The growing demand for new agricultural lands is causing the annual loss of millions of hectares of old-growth tropical forests (Global Forest Watch, 2021). Such a massive forest loss is a well-known driver of species extinction in human-modified landscapes (Fahrig, 2003; Newbold et al., 2016). Nevertheless, population decline (and extinction) is not always directly proportional to the amount of forest that is lost (i.e., linear relationship). In many cases, there can be threshold values of forest cover (i.e., habitat amount) below which populations decline abruptly, increasing their probability of local extirpation (“extinction threshold”; Lande, 1987; Andrén, 1994; Swift and Hannon, 2010). Although empirical studies suggest that most species require at least 10-30% of habitat amount in a landscape for their survival (Andrén, 1994; Swift and Hannon, 2010), relatively higher thresholds (30–50%) are also commonly documented (Swift and Hannon, 2010; Arroyo-Rodríguez et al., 2021; Brindis-Badillo et al., 2022).
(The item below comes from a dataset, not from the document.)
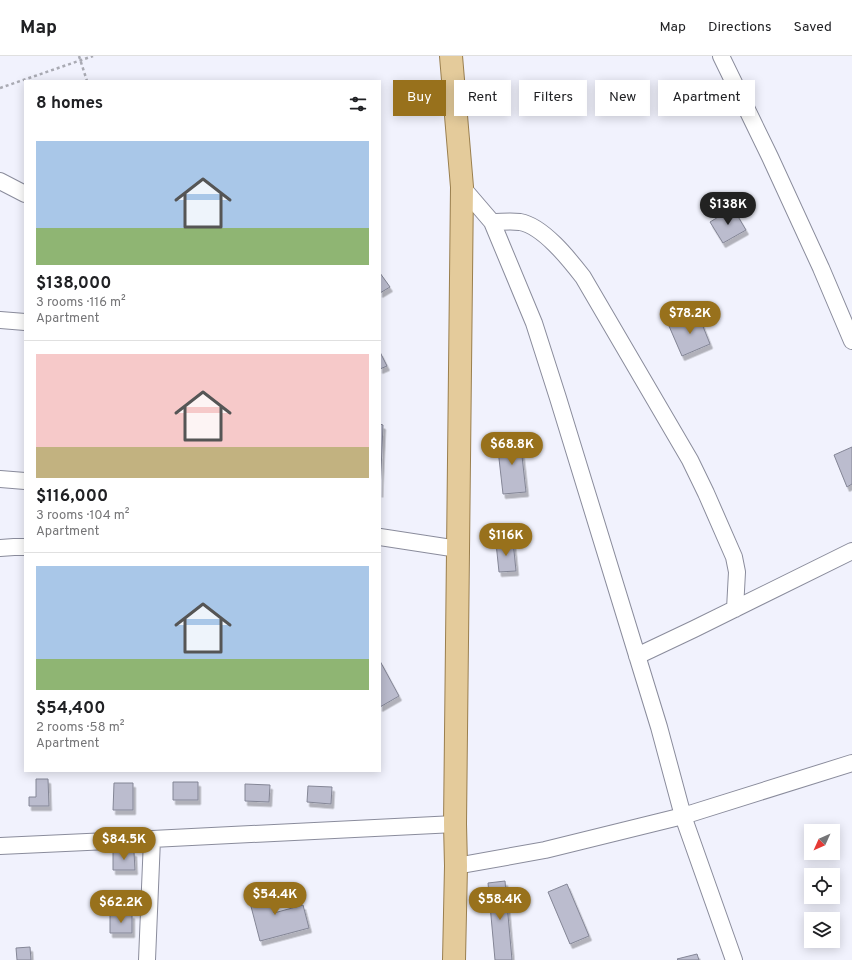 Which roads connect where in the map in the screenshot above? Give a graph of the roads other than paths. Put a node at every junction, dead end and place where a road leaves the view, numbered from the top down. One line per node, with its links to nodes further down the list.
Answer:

Therefore, additional studies on this topic are needed to know how much habitat should be preserved in a landscape to prevent species extirpation in human-modified landscapes (Arroyo-Rodríguez et al., 2020, 2021; Banks-Leite et al., 2021).

Surprisingly, the impact of habitat loss is not always negative, as some species are able to tolerate some degree of habitat loss and crowd in the remaining habitat patches (Ewers and Didham, 2006). Because of this “crowding effect”, the density of some animals can be higher in landscapes with lower habitat amount (Gestich et al., 2021). The sensitivity of species to habitat loss may depend on intrinsic factors such as their life-history traits (Newbold et al., 2013). Some studies highlight the importance of home range size in predicting species’ sensitivity to habitat loss (Mönkkönen and Reunanen, 1999; Newbold et al., 2013), as species with large home ranges tend to have large group sizes and specialized diets (Milton and May, 1976), which can increase their sensitivity to habitat loss and disturbance (Keinath et al., 2017). Species with small home ranges, instead, tend to have more generalist and/or folivorous diets, and smaller group sizes, decreasing their spatial needs (Milton and May, 1976; Johns and Skorupa, 1987). However, the importance of home range size in regulating extinction thresholds is not well understood.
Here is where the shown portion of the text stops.